Input data.
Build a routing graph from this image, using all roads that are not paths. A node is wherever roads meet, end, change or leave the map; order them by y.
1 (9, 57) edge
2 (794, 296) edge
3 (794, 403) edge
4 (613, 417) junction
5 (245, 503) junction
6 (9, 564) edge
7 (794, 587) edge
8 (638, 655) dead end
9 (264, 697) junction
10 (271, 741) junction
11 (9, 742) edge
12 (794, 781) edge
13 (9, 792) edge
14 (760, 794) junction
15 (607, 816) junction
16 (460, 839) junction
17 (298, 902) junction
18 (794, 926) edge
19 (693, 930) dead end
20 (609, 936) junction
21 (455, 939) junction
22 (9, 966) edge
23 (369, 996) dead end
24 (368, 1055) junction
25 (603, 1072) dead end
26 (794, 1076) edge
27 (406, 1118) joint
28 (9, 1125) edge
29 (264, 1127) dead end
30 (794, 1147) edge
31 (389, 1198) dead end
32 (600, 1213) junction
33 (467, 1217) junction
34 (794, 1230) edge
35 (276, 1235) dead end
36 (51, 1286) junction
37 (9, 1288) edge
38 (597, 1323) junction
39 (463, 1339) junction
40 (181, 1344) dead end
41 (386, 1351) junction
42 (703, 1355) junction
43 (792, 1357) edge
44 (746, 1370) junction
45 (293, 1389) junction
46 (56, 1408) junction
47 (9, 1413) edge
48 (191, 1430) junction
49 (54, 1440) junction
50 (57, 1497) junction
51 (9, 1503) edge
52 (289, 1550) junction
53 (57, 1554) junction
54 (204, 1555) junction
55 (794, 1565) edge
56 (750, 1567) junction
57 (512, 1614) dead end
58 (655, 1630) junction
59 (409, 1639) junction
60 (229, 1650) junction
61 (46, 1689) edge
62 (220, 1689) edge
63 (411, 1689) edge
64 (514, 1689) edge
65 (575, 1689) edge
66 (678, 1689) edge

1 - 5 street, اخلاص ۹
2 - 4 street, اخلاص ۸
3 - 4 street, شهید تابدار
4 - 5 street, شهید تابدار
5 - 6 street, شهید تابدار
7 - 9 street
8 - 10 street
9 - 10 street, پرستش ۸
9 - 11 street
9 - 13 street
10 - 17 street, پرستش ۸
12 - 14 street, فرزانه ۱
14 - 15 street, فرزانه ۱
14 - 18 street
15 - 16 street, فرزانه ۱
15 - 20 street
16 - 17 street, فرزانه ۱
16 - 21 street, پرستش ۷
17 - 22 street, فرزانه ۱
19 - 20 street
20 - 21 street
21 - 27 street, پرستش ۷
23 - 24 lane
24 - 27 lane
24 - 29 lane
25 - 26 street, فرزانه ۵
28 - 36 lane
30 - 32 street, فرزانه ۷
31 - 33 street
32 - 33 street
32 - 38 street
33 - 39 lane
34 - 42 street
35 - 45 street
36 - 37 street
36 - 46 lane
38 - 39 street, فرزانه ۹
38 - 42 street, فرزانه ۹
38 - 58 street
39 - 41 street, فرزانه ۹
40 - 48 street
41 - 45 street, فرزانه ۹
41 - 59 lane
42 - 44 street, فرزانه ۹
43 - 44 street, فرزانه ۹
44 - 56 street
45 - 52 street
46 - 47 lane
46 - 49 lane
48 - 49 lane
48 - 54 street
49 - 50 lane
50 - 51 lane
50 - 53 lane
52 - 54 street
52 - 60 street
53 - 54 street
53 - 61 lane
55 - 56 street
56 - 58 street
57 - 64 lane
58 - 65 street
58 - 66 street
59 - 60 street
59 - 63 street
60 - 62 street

Work task.
Please write out all of the records above, character for character.

The answer.
Build a routing graph from this image, using all roads that are not paths. A node is wherever roads meet, end, change or leave the map; order them by y.
1 (9, 57) edge
2 (794, 296) edge
3 (794, 403) edge
4 (613, 417) junction
5 (245, 503) junction
6 (9, 564) edge
7 (794, 587) edge
8 (638, 655) dead end
9 (264, 697) junction
10 (271, 741) junction
11 (9, 742) edge
12 (794, 781) edge
13 (9, 792) edge
14 (760, 794) junction
15 (607, 816) junction
16 (460, 839) junction
17 (298, 902) junction
18 (794, 926) edge
19 (693, 930) dead end
20 (609, 936) junction
21 (455, 939) junction
22 (9, 966) edge
23 (369, 996) dead end
24 (368, 1055) junction
25 (603, 1072) dead end
26 (794, 1076) edge
27 (406, 1118) joint
28 (9, 1125) edge
29 (264, 1127) dead end
30 (794, 1147) edge
31 (389, 1198) dead end
32 (600, 1213) junction
33 (467, 1217) junction
34 (794, 1230) edge
35 (276, 1235) dead end
36 (51, 1286) junction
37 (9, 1288) edge
38 (597, 1323) junction
39 (463, 1339) junction
40 (181, 1344) dead end
41 (386, 1351) junction
42 (703, 1355) junction
43 (792, 1357) edge
44 (746, 1370) junction
45 (293, 1389) junction
46 (56, 1408) junction
47 (9, 1413) edge
48 (191, 1430) junction
49 (54, 1440) junction
50 (57, 1497) junction
51 (9, 1503) edge
52 (289, 1550) junction
53 (57, 1554) junction
54 (204, 1555) junction
55 (794, 1565) edge
56 (750, 1567) junction
57 (512, 1614) dead end
58 (655, 1630) junction
59 (409, 1639) junction
60 (229, 1650) junction
61 (46, 1689) edge
62 (220, 1689) edge
63 (411, 1689) edge
64 (514, 1689) edge
65 (575, 1689) edge
66 (678, 1689) edge

1 - 5 street, اخلاص ۹
2 - 4 street, اخلاص ۸
3 - 4 street, شهید تابدار
4 - 5 street, شهید تابدار
5 - 6 street, شهید تابدار
7 - 9 street
8 - 10 street
9 - 10 street, پرستش ۸
9 - 11 street
9 - 13 street
10 - 17 street, پرستش ۸
12 - 14 street, فرزانه ۱
14 - 15 street, فرزانه ۱
14 - 18 street
15 - 16 street, فرزانه ۱
15 - 20 street
16 - 17 street, فرزانه ۱
16 - 21 street, پرستش ۷
17 - 22 street, فرزانه ۱
19 - 20 street
20 - 21 street
21 - 27 street, پرستش ۷
23 - 24 lane
24 - 27 lane
24 - 29 lane
25 - 26 street, فرزانه ۵
28 - 36 lane
30 - 32 street, فرزانه ۷
31 - 33 street
32 - 33 street
32 - 38 street
33 - 39 lane
34 - 42 street
35 - 45 street
36 - 37 street
36 - 46 lane
38 - 39 street, فرزانه ۹
38 - 42 street, فرزانه ۹
38 - 58 street
39 - 41 street, فرزانه ۹
40 - 48 street
41 - 45 street, فرزانه ۹
41 - 59 lane
42 - 44 street, فرزانه ۹
43 - 44 street, فرزانه ۹
44 - 56 street
45 - 52 street
46 - 47 lane
46 - 49 lane
48 - 49 lane
48 - 54 street
49 - 50 lane
50 - 51 lane
50 - 53 lane
52 - 54 street
52 - 60 street
53 - 54 street
53 - 61 lane
55 - 56 street
56 - 58 street
57 - 64 lane
58 - 65 street
58 - 66 street
59 - 60 street
59 - 63 street
60 - 62 street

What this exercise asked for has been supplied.